Supplied records »
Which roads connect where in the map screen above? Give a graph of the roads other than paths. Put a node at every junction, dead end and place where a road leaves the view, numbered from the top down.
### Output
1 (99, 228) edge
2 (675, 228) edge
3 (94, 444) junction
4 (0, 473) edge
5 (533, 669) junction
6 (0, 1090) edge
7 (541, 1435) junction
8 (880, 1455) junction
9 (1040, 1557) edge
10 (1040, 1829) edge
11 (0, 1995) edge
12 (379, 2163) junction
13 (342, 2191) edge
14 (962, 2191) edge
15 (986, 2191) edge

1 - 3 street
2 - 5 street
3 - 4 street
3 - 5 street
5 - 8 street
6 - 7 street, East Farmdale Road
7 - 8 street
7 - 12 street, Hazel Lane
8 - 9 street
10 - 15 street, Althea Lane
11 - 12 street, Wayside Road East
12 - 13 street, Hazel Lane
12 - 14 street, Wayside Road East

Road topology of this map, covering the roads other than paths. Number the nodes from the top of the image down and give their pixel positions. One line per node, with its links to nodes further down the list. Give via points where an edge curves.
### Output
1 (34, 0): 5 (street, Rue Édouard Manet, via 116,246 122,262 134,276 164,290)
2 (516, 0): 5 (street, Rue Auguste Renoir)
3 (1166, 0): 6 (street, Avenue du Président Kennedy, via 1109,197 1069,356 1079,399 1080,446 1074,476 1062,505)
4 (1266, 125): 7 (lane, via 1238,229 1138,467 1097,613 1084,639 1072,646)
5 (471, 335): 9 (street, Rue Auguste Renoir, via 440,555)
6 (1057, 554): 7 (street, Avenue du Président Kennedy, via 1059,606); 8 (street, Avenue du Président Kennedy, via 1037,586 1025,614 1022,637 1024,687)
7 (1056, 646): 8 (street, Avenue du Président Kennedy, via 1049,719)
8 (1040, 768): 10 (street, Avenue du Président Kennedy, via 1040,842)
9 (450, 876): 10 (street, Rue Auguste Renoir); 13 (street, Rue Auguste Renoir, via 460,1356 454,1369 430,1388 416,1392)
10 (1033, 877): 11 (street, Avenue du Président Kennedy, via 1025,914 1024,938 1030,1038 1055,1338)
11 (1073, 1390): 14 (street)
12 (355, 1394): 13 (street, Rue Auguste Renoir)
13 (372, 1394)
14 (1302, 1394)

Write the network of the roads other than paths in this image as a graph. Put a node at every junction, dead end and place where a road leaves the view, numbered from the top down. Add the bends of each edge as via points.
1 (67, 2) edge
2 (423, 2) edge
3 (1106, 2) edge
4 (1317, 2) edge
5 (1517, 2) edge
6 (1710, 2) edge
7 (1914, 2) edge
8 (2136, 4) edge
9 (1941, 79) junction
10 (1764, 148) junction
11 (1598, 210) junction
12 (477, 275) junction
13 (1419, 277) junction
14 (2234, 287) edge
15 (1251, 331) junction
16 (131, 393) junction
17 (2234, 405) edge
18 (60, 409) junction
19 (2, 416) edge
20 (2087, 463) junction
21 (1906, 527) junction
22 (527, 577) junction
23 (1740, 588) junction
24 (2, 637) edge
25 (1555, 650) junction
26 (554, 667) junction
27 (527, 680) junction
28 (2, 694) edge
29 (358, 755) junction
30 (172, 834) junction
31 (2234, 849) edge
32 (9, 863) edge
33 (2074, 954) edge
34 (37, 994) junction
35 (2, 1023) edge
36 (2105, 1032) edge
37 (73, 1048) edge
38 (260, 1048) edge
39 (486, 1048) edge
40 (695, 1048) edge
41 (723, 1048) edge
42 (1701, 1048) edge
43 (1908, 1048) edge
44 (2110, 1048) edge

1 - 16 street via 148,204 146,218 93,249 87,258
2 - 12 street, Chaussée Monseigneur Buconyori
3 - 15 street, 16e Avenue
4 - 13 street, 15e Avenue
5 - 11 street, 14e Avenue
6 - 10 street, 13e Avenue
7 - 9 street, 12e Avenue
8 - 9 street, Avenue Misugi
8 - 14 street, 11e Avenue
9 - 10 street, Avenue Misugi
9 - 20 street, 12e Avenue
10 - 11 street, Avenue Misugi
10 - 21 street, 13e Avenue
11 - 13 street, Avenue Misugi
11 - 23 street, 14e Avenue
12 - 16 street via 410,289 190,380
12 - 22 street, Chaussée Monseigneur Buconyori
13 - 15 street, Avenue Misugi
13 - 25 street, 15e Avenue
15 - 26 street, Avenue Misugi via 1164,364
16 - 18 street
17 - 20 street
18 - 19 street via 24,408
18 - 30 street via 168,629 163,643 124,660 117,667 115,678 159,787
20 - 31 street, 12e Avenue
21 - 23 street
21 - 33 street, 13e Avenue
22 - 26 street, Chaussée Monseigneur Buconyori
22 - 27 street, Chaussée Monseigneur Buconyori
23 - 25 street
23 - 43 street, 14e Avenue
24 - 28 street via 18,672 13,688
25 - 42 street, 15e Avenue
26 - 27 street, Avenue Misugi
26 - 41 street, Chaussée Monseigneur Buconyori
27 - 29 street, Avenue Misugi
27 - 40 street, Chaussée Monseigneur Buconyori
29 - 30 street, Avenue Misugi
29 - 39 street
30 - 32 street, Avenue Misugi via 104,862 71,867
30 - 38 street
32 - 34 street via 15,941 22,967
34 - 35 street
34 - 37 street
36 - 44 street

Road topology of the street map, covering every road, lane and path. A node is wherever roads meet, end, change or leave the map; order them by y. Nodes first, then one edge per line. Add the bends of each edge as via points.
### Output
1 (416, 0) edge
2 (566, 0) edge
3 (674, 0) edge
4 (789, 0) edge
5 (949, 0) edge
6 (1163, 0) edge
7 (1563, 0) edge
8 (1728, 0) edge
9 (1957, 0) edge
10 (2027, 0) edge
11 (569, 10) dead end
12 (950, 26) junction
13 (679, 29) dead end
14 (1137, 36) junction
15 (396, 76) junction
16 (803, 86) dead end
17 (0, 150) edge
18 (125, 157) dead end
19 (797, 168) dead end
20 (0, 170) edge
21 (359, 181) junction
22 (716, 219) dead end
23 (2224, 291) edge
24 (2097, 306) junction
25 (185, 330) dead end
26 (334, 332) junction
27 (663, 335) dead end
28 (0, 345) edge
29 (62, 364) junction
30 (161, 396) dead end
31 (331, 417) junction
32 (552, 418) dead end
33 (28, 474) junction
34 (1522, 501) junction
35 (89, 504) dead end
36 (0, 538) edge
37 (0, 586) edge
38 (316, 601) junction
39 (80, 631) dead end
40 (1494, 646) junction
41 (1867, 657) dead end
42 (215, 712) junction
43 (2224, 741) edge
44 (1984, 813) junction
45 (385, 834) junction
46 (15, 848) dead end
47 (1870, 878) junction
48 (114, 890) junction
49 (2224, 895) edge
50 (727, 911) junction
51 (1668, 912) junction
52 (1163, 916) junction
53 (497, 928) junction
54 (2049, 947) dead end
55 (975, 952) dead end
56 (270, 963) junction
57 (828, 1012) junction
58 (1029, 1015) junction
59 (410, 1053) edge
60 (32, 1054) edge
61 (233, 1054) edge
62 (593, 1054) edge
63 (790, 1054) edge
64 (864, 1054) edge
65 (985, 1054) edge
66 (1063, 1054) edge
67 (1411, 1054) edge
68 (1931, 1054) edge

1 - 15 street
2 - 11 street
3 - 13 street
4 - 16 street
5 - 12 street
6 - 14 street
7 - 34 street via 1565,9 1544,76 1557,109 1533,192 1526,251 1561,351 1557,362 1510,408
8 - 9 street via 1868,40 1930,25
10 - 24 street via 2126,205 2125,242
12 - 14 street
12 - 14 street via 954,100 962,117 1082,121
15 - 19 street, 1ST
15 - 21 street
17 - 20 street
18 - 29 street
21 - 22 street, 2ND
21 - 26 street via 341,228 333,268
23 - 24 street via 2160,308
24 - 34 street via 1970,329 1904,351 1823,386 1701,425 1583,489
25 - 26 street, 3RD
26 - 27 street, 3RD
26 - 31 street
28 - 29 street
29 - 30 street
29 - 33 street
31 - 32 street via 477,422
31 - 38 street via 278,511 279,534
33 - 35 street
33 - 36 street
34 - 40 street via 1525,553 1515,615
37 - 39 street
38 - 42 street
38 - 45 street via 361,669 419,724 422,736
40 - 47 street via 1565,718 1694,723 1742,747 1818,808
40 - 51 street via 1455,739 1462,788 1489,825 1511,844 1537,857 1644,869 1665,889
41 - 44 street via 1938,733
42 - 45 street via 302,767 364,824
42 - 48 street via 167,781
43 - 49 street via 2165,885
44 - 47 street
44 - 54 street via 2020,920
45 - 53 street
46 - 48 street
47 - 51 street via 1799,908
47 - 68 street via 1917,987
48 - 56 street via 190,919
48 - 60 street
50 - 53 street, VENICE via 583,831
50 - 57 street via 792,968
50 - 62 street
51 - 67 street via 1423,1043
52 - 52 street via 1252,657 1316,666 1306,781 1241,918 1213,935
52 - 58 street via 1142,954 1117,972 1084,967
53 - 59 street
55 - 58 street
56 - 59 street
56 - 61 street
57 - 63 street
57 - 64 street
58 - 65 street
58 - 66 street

Task details » Answer only with how many lines in the records include "every".

Task solution » 3